▼

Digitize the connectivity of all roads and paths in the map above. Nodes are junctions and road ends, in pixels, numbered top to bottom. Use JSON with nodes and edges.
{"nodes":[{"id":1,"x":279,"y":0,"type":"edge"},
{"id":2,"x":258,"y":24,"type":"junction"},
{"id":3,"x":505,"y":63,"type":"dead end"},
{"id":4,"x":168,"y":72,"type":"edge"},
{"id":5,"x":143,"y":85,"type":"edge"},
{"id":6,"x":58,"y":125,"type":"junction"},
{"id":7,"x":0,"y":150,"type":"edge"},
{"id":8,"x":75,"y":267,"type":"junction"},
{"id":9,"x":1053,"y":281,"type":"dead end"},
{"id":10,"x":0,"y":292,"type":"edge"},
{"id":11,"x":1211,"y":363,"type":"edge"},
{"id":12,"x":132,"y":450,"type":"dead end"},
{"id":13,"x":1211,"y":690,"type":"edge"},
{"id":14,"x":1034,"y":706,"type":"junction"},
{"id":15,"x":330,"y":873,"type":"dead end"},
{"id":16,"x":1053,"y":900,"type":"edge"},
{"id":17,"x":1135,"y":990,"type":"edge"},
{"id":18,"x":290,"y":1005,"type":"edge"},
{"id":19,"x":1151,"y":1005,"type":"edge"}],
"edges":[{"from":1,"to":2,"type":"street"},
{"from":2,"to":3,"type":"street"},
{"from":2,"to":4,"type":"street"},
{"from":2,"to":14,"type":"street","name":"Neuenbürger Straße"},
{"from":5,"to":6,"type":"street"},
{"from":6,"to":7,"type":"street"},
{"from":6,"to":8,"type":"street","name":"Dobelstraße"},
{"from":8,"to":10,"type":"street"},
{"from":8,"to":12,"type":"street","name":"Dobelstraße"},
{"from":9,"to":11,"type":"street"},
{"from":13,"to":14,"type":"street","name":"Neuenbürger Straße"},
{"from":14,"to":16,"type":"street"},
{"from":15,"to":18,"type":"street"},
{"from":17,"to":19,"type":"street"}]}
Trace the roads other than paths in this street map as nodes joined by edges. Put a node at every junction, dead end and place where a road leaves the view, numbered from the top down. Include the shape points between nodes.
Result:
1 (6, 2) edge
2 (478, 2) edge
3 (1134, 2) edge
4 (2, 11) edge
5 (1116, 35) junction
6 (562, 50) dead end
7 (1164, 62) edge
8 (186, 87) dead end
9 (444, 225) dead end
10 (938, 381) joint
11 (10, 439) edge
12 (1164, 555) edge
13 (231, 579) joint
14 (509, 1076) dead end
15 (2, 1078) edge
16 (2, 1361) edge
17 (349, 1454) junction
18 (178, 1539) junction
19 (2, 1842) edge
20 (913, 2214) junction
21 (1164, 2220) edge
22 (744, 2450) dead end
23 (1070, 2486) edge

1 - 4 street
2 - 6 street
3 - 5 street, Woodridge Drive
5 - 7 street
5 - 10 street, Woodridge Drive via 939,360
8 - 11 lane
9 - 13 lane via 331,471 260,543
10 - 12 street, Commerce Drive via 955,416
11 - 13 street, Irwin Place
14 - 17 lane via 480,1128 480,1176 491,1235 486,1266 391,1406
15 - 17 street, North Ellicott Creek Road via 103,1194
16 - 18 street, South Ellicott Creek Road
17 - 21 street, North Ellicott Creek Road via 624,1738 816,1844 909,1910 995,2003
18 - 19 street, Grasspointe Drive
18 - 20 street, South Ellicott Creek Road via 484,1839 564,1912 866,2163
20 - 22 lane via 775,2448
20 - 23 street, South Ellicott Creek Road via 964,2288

▲

> [Work order]: In the records above, how many lines include the string "Creek"? Answer with only the number.

> [Answer section]: 5